Actor/director Samuel West on Tove Jansson’s most Theatrical Title
It’s the World Cup. As I write, on Midsummer Night, Sweden are 1-0 up against the champions Germany. A time of heady excitement if you’re Scandinavian, although underneath lies the fear of last-minute disappointment. This is why we trust Tove Jansson; she shows us joy, tinged always with possible sadness.
Jansson was a lover of the theatre (and the lover of a theatre director, Vivica Bandler, to whom Moominsummer Madness is dedicated). She knew her theatrical onions: I learned the superstition about not whistling on stage from Emma the Stage Manager Rat long before I learned it from following my parents around the theatres of Europe.

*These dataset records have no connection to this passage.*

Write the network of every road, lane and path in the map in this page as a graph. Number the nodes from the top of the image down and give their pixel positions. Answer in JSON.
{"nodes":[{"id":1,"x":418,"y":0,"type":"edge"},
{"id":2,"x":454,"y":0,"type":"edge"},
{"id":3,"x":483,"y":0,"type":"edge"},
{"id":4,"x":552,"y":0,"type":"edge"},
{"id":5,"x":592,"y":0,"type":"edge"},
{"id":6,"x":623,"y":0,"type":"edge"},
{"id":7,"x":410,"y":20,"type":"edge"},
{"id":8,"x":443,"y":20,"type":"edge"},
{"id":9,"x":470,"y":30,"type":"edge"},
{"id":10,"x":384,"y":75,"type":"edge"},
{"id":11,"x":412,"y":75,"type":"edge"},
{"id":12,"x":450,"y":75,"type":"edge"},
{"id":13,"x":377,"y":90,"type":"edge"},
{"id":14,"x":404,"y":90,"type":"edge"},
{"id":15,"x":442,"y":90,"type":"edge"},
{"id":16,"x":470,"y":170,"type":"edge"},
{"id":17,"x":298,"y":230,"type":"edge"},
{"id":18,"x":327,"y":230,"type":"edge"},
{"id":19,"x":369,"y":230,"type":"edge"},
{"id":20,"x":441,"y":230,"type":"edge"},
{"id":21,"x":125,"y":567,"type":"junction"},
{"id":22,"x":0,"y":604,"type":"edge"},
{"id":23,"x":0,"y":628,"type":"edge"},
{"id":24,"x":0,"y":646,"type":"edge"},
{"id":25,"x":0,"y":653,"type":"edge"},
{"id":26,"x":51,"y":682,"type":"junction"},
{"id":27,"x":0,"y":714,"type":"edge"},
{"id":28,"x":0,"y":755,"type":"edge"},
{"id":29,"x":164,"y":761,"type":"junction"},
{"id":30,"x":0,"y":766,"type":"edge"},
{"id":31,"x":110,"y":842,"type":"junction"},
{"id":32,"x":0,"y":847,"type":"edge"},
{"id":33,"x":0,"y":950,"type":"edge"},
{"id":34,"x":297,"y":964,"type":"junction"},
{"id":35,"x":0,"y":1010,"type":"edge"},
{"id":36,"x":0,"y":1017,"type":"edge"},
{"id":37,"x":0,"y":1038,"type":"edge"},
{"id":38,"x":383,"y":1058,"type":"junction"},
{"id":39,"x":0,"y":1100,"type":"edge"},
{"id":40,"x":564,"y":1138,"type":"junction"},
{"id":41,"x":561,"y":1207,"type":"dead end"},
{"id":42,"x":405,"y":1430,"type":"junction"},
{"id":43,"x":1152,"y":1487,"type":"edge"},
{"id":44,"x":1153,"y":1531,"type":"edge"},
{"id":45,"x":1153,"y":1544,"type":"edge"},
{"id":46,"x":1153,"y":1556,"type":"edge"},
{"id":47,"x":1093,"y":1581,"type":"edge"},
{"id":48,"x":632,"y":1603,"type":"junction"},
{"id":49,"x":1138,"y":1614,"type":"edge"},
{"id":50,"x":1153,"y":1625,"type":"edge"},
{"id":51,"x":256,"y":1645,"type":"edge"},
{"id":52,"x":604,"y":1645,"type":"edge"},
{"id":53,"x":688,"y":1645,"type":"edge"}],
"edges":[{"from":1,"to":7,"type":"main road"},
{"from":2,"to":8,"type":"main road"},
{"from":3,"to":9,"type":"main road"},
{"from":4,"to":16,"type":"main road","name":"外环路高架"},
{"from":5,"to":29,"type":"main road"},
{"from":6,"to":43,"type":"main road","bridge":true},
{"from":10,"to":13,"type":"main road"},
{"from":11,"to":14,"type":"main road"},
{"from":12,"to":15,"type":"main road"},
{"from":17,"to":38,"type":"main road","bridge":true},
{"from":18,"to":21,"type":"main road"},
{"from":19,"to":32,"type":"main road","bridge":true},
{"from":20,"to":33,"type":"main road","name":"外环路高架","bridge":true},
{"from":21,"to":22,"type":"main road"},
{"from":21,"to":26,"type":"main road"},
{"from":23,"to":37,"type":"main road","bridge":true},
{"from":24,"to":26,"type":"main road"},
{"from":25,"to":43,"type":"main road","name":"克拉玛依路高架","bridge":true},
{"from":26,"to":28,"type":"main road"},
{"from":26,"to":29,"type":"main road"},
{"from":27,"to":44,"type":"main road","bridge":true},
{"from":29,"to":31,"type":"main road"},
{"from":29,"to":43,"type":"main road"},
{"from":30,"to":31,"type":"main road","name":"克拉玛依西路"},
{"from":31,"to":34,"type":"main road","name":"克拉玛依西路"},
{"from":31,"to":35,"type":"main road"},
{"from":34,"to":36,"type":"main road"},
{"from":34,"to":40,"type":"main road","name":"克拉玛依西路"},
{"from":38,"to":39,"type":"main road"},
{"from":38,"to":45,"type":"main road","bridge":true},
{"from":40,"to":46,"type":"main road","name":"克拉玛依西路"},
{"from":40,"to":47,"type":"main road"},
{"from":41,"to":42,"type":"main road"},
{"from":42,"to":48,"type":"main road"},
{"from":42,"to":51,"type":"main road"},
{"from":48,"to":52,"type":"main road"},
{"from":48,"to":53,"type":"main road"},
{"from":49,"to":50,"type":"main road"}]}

Inspired by the magical traditions of Scandinavian midsummer, this has always seemed to me the strangest of the Moomin books, a true midsummer night’s dream. Published the same year as the Moomin comic strips began and sharing their episodic oddness, there’s a decidedly trippy vibe about proceedings. The Moomin family take refuge from a great flood in a floating theatre, and are changed and inspired by their surroundings – at first disappointed that nothing is real, but later realising the freedom this gives them to be heroic and silly and different. When the floating theatre runs aground, Jansson breaks the fourth wall and releases her theatrical imagination out into the world: Snufkin’s showdown with the Park Keeper, in which he sows Hattifattener seed and harvests them like mushrooms, is a brilliantly designed set piece. (This is the book in which Jansson lets her anarchy rip; the bonfire of signs forbidding things still inspires me, and has led to rows with my partner. When I see a notice saying I can’t do something, I get very Team Snufkin).

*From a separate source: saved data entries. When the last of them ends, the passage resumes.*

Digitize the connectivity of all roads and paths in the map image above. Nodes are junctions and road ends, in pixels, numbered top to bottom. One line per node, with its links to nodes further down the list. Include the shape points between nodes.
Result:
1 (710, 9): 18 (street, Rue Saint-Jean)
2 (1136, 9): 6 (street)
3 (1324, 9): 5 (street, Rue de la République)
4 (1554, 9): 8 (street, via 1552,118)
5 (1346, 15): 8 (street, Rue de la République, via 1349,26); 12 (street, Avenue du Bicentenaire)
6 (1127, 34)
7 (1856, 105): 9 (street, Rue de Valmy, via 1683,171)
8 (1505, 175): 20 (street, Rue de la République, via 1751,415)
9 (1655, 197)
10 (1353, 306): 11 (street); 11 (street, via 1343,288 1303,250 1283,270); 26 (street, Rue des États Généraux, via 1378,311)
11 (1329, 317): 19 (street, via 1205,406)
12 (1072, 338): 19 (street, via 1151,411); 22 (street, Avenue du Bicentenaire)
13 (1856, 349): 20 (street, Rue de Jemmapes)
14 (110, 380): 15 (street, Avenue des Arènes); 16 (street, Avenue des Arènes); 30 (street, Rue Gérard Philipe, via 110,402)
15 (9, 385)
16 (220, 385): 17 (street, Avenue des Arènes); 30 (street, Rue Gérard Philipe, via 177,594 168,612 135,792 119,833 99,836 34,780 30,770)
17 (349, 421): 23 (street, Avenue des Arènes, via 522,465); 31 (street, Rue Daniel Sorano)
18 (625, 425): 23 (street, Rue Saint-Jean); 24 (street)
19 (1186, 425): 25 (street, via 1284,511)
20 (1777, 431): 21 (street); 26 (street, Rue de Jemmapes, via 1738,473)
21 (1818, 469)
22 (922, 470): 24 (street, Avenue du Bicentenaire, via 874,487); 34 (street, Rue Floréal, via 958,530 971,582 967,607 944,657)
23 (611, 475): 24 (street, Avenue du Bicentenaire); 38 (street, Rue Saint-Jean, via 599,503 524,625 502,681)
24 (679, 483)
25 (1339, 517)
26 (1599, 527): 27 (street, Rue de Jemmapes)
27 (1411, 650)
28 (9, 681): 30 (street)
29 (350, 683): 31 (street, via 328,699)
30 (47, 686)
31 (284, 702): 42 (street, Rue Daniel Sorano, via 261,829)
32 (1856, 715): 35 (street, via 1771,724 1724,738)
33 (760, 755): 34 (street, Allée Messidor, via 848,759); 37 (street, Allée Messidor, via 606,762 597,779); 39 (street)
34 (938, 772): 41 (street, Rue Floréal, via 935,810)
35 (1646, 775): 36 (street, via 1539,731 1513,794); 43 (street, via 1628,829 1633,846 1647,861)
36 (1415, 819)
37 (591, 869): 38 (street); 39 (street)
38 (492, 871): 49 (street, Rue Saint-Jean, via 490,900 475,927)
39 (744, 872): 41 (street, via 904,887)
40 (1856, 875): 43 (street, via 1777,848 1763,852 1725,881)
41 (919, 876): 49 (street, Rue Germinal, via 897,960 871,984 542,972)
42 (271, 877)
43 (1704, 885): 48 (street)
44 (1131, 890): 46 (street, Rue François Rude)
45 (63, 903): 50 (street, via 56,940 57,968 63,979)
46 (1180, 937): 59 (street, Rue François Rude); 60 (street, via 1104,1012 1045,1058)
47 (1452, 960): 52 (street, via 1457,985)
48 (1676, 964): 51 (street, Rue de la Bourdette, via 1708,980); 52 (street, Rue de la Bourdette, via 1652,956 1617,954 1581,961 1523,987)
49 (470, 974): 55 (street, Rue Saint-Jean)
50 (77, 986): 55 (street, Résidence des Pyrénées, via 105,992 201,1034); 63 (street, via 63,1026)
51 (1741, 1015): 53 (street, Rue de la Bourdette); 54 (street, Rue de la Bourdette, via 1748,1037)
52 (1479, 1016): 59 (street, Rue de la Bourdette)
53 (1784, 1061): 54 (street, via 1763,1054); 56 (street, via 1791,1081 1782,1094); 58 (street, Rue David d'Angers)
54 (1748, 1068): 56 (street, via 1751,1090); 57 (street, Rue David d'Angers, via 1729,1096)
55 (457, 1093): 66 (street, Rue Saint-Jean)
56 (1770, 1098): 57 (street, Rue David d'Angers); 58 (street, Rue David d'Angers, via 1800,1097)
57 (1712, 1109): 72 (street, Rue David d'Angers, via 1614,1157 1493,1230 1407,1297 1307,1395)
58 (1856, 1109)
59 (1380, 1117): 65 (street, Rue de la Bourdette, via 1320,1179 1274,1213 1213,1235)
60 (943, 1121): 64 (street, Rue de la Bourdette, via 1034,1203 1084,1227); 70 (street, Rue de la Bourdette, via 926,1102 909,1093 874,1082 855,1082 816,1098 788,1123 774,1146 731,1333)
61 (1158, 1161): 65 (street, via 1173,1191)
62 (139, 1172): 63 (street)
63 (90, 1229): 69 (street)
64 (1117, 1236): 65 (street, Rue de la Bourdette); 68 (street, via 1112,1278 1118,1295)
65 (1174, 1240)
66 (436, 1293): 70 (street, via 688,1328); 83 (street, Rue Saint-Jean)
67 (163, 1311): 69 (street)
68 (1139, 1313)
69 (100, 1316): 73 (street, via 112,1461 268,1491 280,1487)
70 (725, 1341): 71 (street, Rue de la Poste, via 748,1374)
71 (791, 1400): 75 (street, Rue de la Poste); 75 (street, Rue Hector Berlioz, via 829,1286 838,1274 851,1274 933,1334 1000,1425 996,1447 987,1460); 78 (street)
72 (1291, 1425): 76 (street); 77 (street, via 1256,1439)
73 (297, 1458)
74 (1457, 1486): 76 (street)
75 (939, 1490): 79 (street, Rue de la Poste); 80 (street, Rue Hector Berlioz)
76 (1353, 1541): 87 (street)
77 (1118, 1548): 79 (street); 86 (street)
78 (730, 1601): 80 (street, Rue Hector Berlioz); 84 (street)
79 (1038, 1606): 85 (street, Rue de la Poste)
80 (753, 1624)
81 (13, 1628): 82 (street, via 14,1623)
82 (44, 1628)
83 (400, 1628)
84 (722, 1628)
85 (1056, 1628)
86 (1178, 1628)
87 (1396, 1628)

Like a world-in-negative Moominland Midwinter, with its frozen ground and hard emotion, here all is soft and wet and free. The Swedish title is Farlig Midsommar, “Dangerous Midsummer”, but in fact the disasters (an earthquake, a great flood, being lost and separated) are just opportunities to grow and be brave. The real danger here is emotional: the young cast dare each other to stay up all night and be changed, like Bergman’s Smiles of a Summer Night of the following year.

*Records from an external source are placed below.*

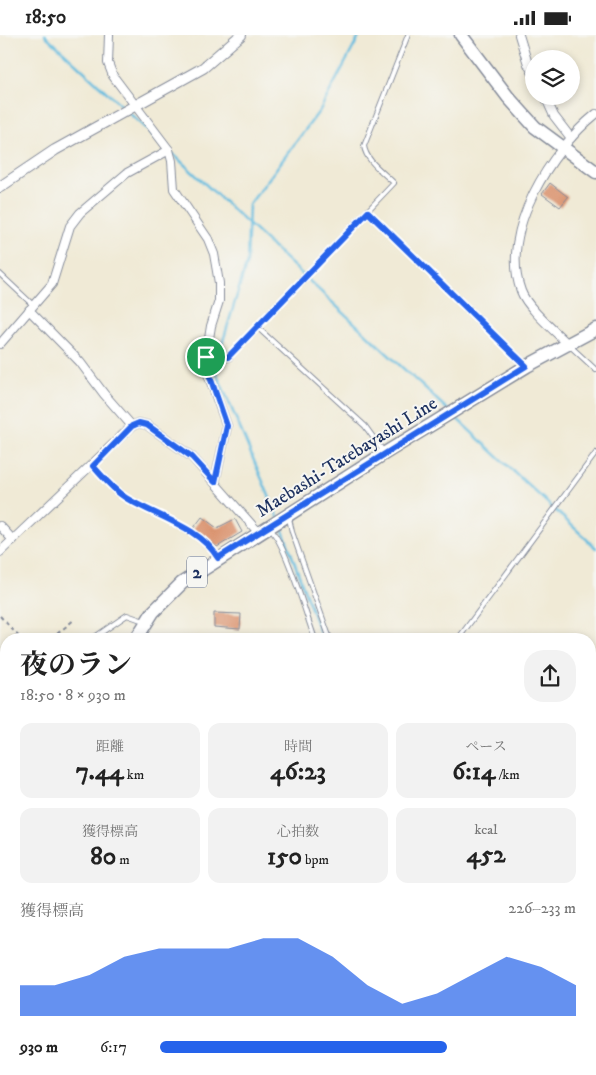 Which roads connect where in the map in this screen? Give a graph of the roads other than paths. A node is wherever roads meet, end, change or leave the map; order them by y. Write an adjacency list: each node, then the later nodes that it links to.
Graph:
1 (109, 35): 8 (street)
2 (241, 35): 8 (street)
3 (408, 35): 15 (lane)
4 (461, 35): 11 (main road)
5 (519, 35): 6 (street)
6 (525, 54)
7 (549, 105): 10 (street)
8 (135, 107): 12 (street); 14 (street)
9 (596, 114): 10 (street)
10 (571, 138): 11 (street)
11 (562, 148): 13 (main road); 21 (street)
12 (169, 150): 17 (street); 22 (street)
13 (596, 172)
14 (0, 187)
15 (368, 212): 18 (lane); 24 (lane)
16 (0, 274): 17 (lane)
17 (32, 308): 20 (street); 26 (street)
18 (257, 327): 23 (lane); 27 (lane)
19 (596, 329): 21 (main road, Maebashi-Tatebayashi Line / 2)
20 (0, 344)
21 (569, 345): 24 (main road, Maebashi-Tatebayashi Line / 2); 25 (lane)
22 (210, 357): 23 (street); 29 (street)
23 (226, 357)
24 (526, 366): 27 (main road, Maebashi-Tatebayashi Line / 2)
25 (596, 370)
26 (132, 426): 29 (street); 32 (street)
27 (385, 453): 30 (main road, Maebashi-Tatebayashi Line / 2)
28 (596, 453): 39 (lane)
29 (215, 482): 30 (street)
30 (275, 523): 34 (main road, Maebashi-Tatebayashi Line / 2); 37 (lane); 38 (lane)
31 (0, 526): 32 (street)
32 (13, 541): 33 (street)
33 (0, 552)
34 (146, 622): 35 (lane); 36 (main road, Maebashi-Tatebayashi Line / 2)
35 (101, 633)
36 (140, 633)
37 (313, 633)
38 (327, 633)
39 (462, 633)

“All ends happily of course”, Tove wrote to a friend. We meet the shadows and illusions and they become our friends. The theatre is a place to dream in public; at the heart of this book lies its transformative power to welcome and heal, to thrill and transform.
Moominsummer Madness sits happily in the middle of the Moomin canon. A book for everyone and their parents, this beautiful new edition puts Jansson’s comedy of errors where it belongs: centre stage.